End-point definitions. Definitions for the primary end point of opportunistic disease (OD) or death from any cause (OD/death) and the major secondary composite end point of cardiovascular-, renal-, and hepatic-disease events are given in the online-only appendix of the primary-results article [14]. In the present report, 4 major clinical outcomes are considered: (i) the SMART primary end point (OD/death); (ii) OD (fatal or nonfatal); (iii) serious non-AIDS events (cardiovascular, renal, and hepatic disease plus non-AIDS-defining cancers [excluding nonmelanoma skin cancers] and deaths from non-OD causes); and (iv) the composite of outcomes (ii) and (iii). In the end-point categories (ii) and (iii), deaths due to OD and all causes except OD are counted. Thus, the composite of (ii) and (iii) can be viewed as major morbidity (OD and non-OD) or all-cause mortality.
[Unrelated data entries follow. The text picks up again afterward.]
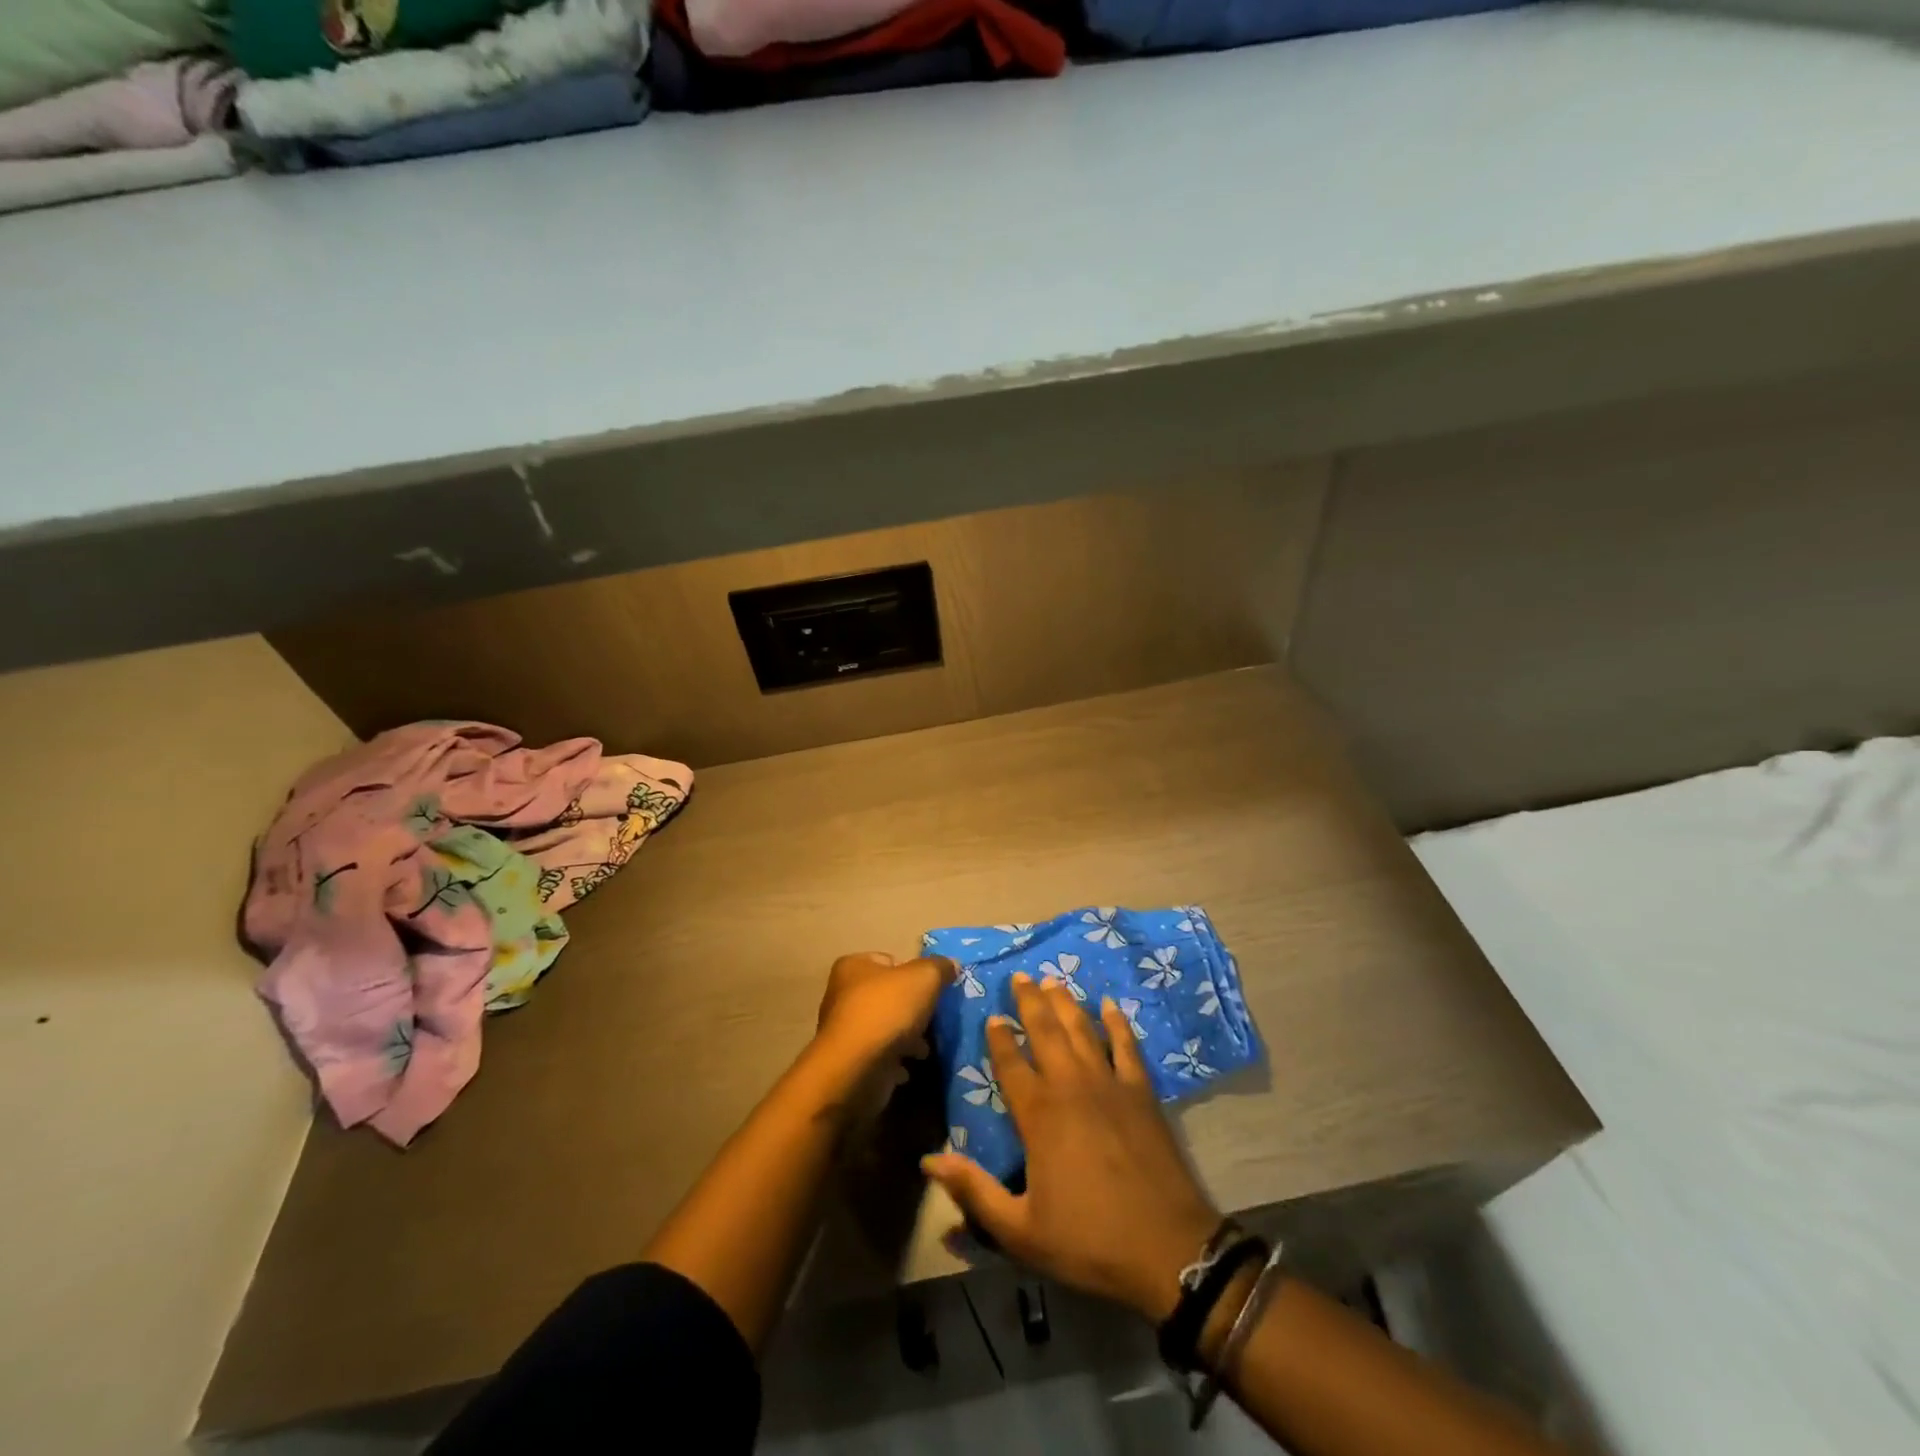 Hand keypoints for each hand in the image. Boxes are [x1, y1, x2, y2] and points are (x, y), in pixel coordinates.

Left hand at [814, 951, 954, 1073]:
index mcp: (854, 966)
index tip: (932, 990)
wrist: (856, 1069)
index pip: (891, 961)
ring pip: (886, 1027)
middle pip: (889, 996)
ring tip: (924, 1049)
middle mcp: (843, 994)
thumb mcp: (924, 978)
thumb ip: (939, 967)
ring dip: (907, 1038)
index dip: (914, 973)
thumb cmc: (887, 1011)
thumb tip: (951, 964)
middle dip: (913, 1010)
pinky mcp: (849, 1061)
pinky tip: (908, 1067)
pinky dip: (894, 1061)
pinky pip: (879, 1056)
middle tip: (932, 1020)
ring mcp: (844, 1030)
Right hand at [922, 974, 1221, 1322]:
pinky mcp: (1141, 1092)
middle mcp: (1071, 1086)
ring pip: (1082, 1029)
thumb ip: (973, 1192)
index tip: (992, 1017)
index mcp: (1039, 1114)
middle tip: (1020, 976)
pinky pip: (1127, 1046)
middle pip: (1046, 1031)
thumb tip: (929, 1160)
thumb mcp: (1020, 1231)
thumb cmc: (1089, 1240)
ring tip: (1053, 980)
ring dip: (1065, 1003)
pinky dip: (1117, 1023)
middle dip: (1030, 1002)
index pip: (1011, 1063)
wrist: (1168, 1249)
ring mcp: (1109, 1084)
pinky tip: (1109, 1005)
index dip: (1000, 1038) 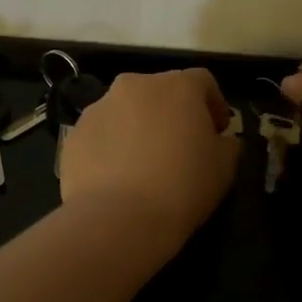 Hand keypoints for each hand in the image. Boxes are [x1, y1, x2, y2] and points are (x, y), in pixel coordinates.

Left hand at [60, 69, 239, 241]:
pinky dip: (110, 147)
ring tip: (143, 163)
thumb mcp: (224, 169)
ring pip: (125, 110)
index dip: (213, 104)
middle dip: (172, 112)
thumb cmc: (181, 188)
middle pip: (159, 91)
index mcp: (176, 87)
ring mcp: (98, 108)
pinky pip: (100, 134)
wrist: (117, 219)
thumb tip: (221, 140)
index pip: (202, 81)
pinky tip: (116, 177)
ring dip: (137, 127)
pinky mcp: (74, 134)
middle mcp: (134, 86)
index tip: (217, 130)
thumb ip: (227, 145)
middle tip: (179, 145)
As previously reported, an end-point review committee, blinded to treatment group, reviewed all major nonfatal clinical events [14]. The end-point review committee also classified the underlying cause of death using the system of the Coding of Death in HIV Project [16]. Grade 4 adverse events were defined as potentially life-threatening symptomatic events according to the Division of AIDS common toxicity table.
 
Statistical analysis. All analyses were intention to treat. Data through 11 January 2006 were reported. On that date, following the recommendations of an independent data and safety monitoring board, all participants in the DC group were advised to (re)initiate ART. Thus, time-to-event analyses are censored at the earliest of the date of death, the lost to follow-up date, or 11 January 2006.
 
The time from randomization to first event was compared between the DC and VS groups by use of Kaplan-Meier plots for each event category. For patients reporting multiple events in a single outcome category, only the first event was included. For patients reporting multiple events in different outcome categories, each first event in each category was included. The hazard ratio for DC vs. VS-hereafter, HR(DC/VS)-was estimated by fitting a Cox model with a single binary indicator for treatment group overall and separately in ART-naive and ART-experienced participants. Differences between these 2 groups were assessed by including an interaction term in the Cox model. Randomization protects these comparisons between treatment groups from confounding.
 
Person-years at specific CD4+ cell counts were counted according to the most recently measured or time-updated value (latest CD4+ cell count), and rates per 100 person-years for the composite outcome were determined for DC and VS participants. Randomization does not protect these comparisons between treatment groups from confounding.
 
Throughout, P values refer to 2-sided tests. Because the subgroup and the serious non-AIDS outcomes considered in this report were not prespecified, we recommend cautious interpretation of P values.